* _Exercise description_
Your answer must consist of every line from the data below that includes the word "highway".

* _Exercise input_
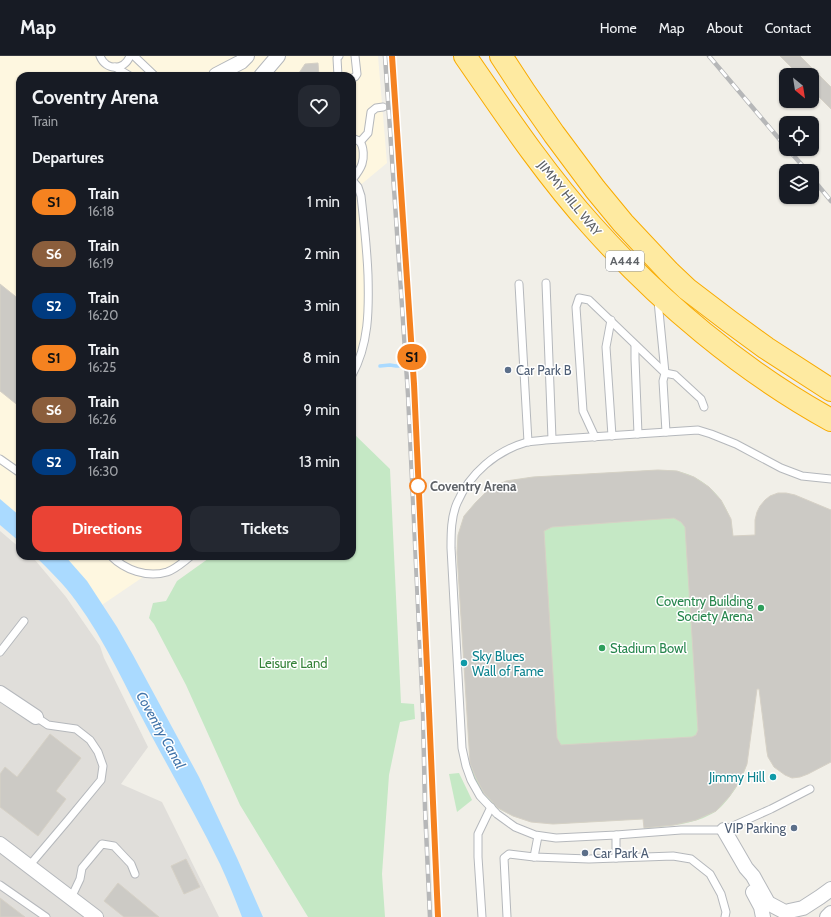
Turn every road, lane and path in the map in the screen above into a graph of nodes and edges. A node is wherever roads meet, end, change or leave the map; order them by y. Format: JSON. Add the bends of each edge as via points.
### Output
{"nodes":[{"id":1,"x":100,"y":56,"type":"edge"},
{"id":2,"x":130,"y":56,"type":"edge"},
{"id":3,"x":134,"y":56,"type":"edge"},
{"id":4,"x":247,"y":56,"type":"edge"},
{"id":5,"x":278,"y":56,"type":"edge"},
{"id":6,"x":339,"y":56,"type":"edge"},
{"id":7,"x":355,"y":56,"type":"edge"},
{"id":8,"x":465,"y":56,"type":"edge"},
{"id":9,"x":501,"y":56,"type":"edge"},
{"id":10,"x":115,"y":67,"type":"junction"},
{"id":11,"x":123,"y":72,"type":"edge"},
{"id":12,"x":151,"y":72,"type":"edge"},
{"id":13,"x":225,"y":72,"type":"edge"},
{"id":14,"x":264,"y":72,"type":"edge"},
{"id":15,"x":338,"y":72,"type":"edge"},
{"id":16,"x":356,"y":76,"type":"edge"},
{"id":17,"x":383,"y":107,"type":"dead end"},
{"id":18,"x":356,"y":140,"type":"edge"},
{"id":19,"x":360,"y":142,"type":"junction"},
{"id":20,"x":356,"y":175,"type":"edge"},
{"id":21,"x":356,"y":185,"type":"edge"},
{"id":22,"x":546,"y":283,"type":"dead end"},
{"id":23,"x":519,"y":284,"type":"dead end"},
{"id":24,"x":658,"y":293,"type":"junction"},
{"id":25,"x":611,"y":320,"type":"junction"},
{"id":26,"x":635,"y":345,"type":"junction"},
{"id":27,"x":356,"y":365,"type":"edge"},
{"id":28,"x":665,"y":373,"type":"junction"},
{"id":29,"x":831,"y":390,"type":"edge"},
{"id":30,"x":704,"y":407,"type":"dead end"},
{"id":31,"x":831,"y":420,"type":"edge"},
{"id":32,"x":666,"y":432,"type":"junction"},
{"id":33,"x":638,"y":434,"type":"junction"},
{"id":34,"x":612,"y":436,"type":"junction"},
{"id":35,"x":595,"y":437,"type":"junction"},
{"id":36,"x":552,"y":439,"type":"junction"},
{"id":37,"x":528,"y":442,"type":"junction"},
{"id":38,"x":0,"y":459,"type":"edge"},
{"id":39,"x":16,"y":470,"type":"edge"},
{"id":40,"x":831,"y":479,"type":"edge"},
{"id":41,"x":115,"y":560,"type":"edge"},
{"id":42,"x":185,"y":560,"type":"edge"},
{"id":43,"x":24,"y":621,"type":"dead end"},
{"id":44,"x":0,"y":652,"type":"edge"},
{"id":45,"x":1,"y":695,"type":"edge"},
{"id":46,"x":36,"y":716,"type":"joint"},
{"id":47,"x":810,"y":788,"type":"dead end"},
{"id":48,"x":491,"y":808,"type":"junction"},
{"id":49,"x":724,"y":830,"type":"junction"},
{"id":50,"x":616,"y":835,"type":"junction"},
{"id":51,"x":538,"y":836,"type":"junction"},
{"id":52,"x":0,"y":844,"type":"edge"},
{"id":53,"x":534,"y":857,"type":"junction"},
{"id":54,"x":616,"y":858,"type":"junction"},
{"id":55,"x":29,"y":866,"type":"junction"},
{"id":56,"x":746,"y":868,"type":"junction"},
{"id":57,"x":135,"y":874,"type":"dead end"},
{"id":58,"x":0,"y":885,"type":"edge"},
{"id":59,"x":831,"y":889,"type":"edge"},
{"id":60,"x":71,"y":898,"type":"junction"},
{"id":61,"x":790,"y":913,"type":"edge"},
{"id":62,"x":831,"y":913,"type":"edge"},
{"id":63,"x":46,"y":917,"type":"edge"},
{"id":64,"x":96,"y":917,"type":"edge"},
{"id":65,"x":482,"y":917,"type":"edge"},
{"id":66,"x":507,"y":917,"type":"edge"},
{"id":67,"x":724,"y":917,"type":"edge"},
{"id":68,"x":763,"y":917,"type":"edge"},
{"id":69,"x":769,"y":917,"type":"edge"},
{"id":70,"x":827,"y":917,"type":"edge"}],
"edges":[{"from":1,"to":10,"type":"lane","via":[[107,65]]},
{"from":2,"to":10,"type":"lane","via":[[120,67]]},
{"from":3,"to":12,"type":"lane"},
{"from":4,"to":13,"type":"street"},
{"from":5,"to":14,"type":"street"},
{"from":6,"to":15,"type":"lane"},
{"from":7,"to":16,"type":"lane"},
{"from":8,"to":24,"type":"highway","name":"JIMMY HILL WAY","number":"A444","via":[[559,187],[591,226]]},
{"from":9,"to":29,"type":"highway","name":"JIMMY HILL WAY","number":"A444","via":[[595,189],[669,272],[729,321]]},
{"from":10,"to":11,"type":"lane"},
{"from":17,"to":19,"type":"lane","via":[[371,112],[368,134]]},
{"from":18,"to":19,"type":"lane"},
{"from":19,"to":20,"type":"lane","via":[[363,163]]},
{"from":21,"to":27,"type":"lane","via":[[360,196],[367,255],[369,301],[366,332]]},
{"from":22,"to":36,"type":"lane"},
{"from":23,"to":37,"type":"lane"},
{"from":24,"to":28,"type":"lane"},
{"from":24,"to":31,"type":"highway","name":"JIMMY HILL WAY","number":"A444","via":[[740,361],[781,390]]},
{"from":25,"to":26,"type":"lane"},
{"from":25,"to":34,"type":"lane","via":[[606,347]]},
{"from":25,"to":35,"type":"lane","via":[[589,300],[579,298],[576,307],[583,411]]},
{"from":26,"to":28,"type":"lane"},
{"from":26,"to":33,"type":"lane"},
{"from":28,"to":30,"type":"lane","via":[[674,375],[701,399]]},
{"from":28,"to":32,"type":"lane","via":[[663,381]]},
{"from":32,"to":33,"type":"lane"},
{"from":32,"to":40,"type":"lane","via":[[698,430],[802,476]]},
{"from":33,"to":34,"type":"lane"},
{"from":34,"to":35,"type":"lane"},
{"from":35,"to":36,"type":"lane"},
{"from":36,"to":37,"type":"lane"},
{"from":37,"to":48,"type":"lane","via":[[493,458],[479,470],[456,503],[451,525],[462,748],[472,780],[480,796]]},
{"from":38,"to":39,"type":"lane"},
{"from":41,"to":42,"type":"lane","via":[[128,569],[154,574],[173,569]]},
{"from":43,"to":44,"type":"lane"},
{"from":45,"to":46,"type":"street"},
{"from":46,"to":55,"type":"lane","via":[[48,725],[76,729],[90,740],[103,766],[101,780]]},
{"from":47,"to":49,"type":"lane"},
{"from":48,"to":51,"type":"lane","via":[[515,827]]},
{"from":48,"to":65,"type":"lane","via":[[478,834]]},
{"from":49,"to":50,"type":"lane"},
{"from":49,"to":56,"type":"street"},
{"from":50,"to":51,"type":"lane","via":[[556,838]]},
{"from":50,"to":54,"type":"lane"},
{"from":51,"to":53,"type":"lane"},
{"from":52,"to":55,"type":"street"},
{"from":53,"to":54,"type":"lane"},
{"from":53,"to":66,"type":"lane","via":[[509,854],[504,858]]},
{"from":54,"to":67,"type":"lane","via":[[673,856],[691,859],[710,874],[721,894],[726,912]]},
{"from":55,"to":60,"type":"street"},
{"from":56,"to":61,"type":"street","via":[[768,903]]},
{"from":56,"to":68,"type":"street","via":[[745,880],[761,907]]},
{"from":57,"to":60,"type":"lane","via":[[131,864],[114,846],[102,844],[82,868]]},
{"from":58,"to":63,"type":"lane"},
{"from":59,"to":61,"type":"street","via":[[803,908]]},
{"from":60,"to":64,"type":"street"},
{"from":61,"to":69,"type":"street","via":[[776,912]]},
{"from":62,"to":70,"type":"street"}]}
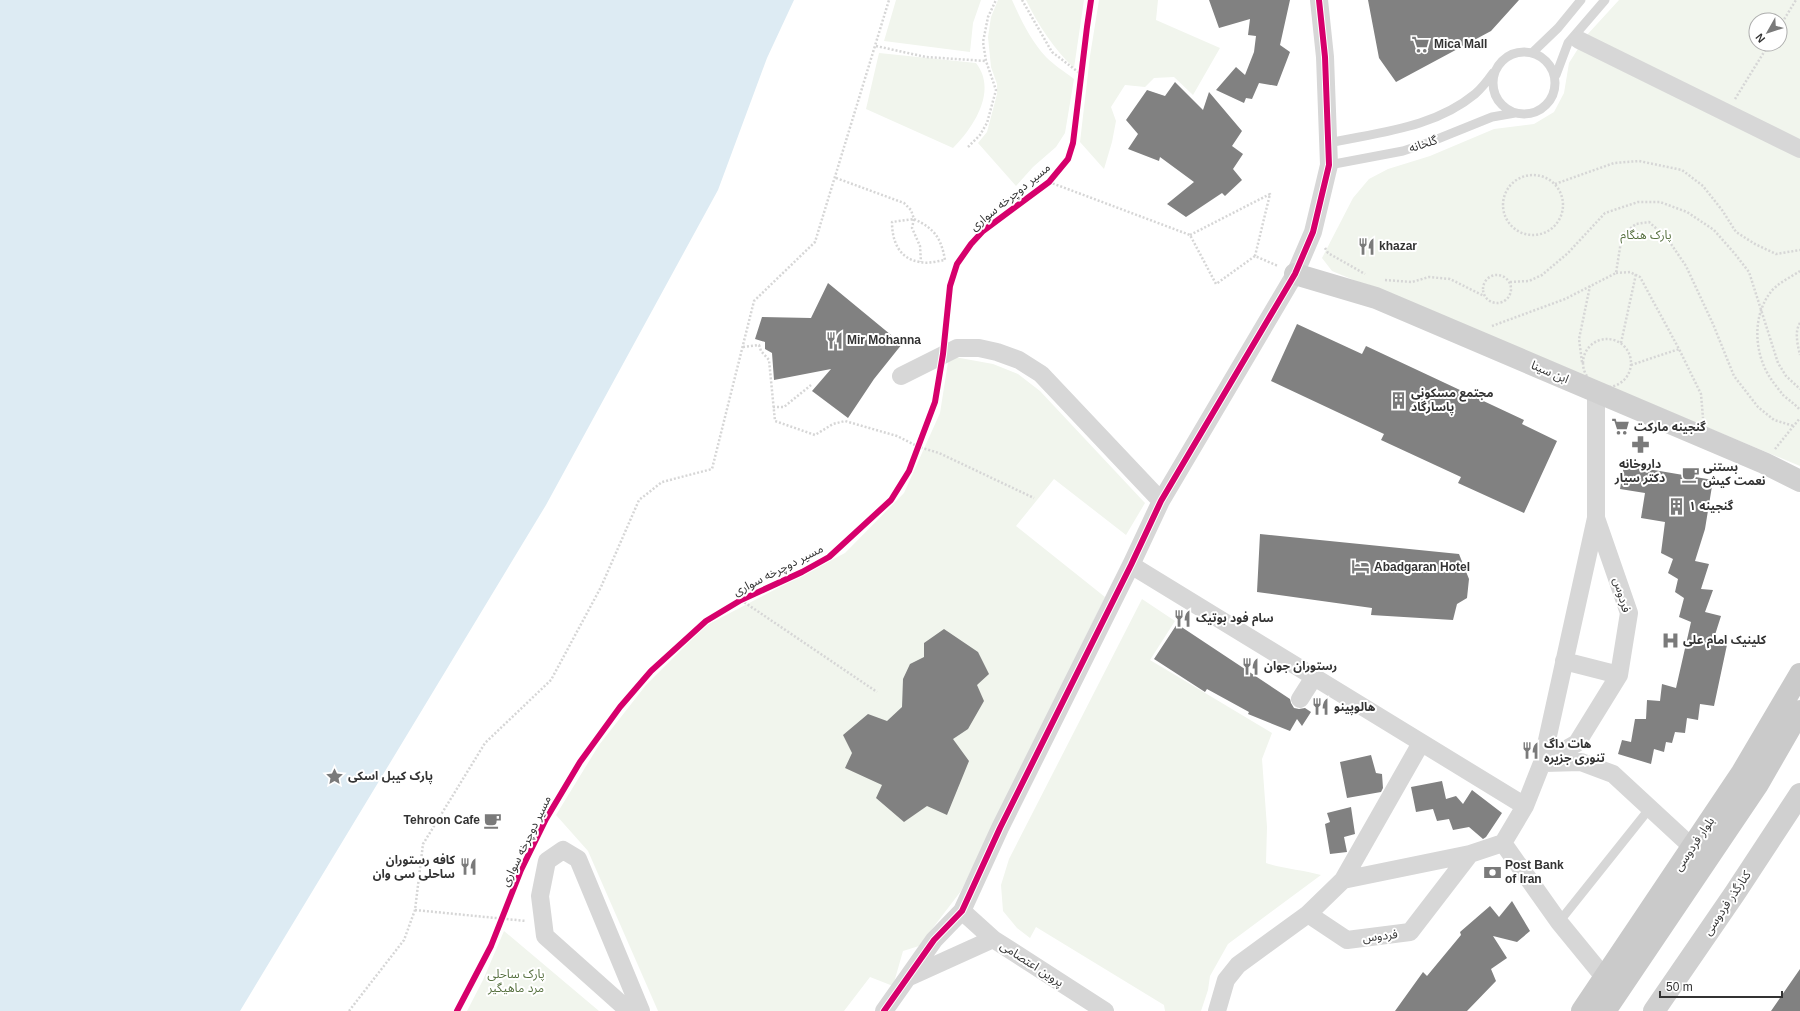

* _Response_
{"from":8,"to":24,"type":"highway","name":"JIMMY HILL WAY","number":"A444","via":[[559,187],[591,226]]},
{"from":9,"to":29,"type":"highway","name":"JIMMY HILL WAY","number":"A444","via":[[595,189],[669,272],[729,321]]},
{"from":24,"to":31,"type":"highway","name":"JIMMY HILL WAY","number":"A444","via":[[740,361],[781,390]]},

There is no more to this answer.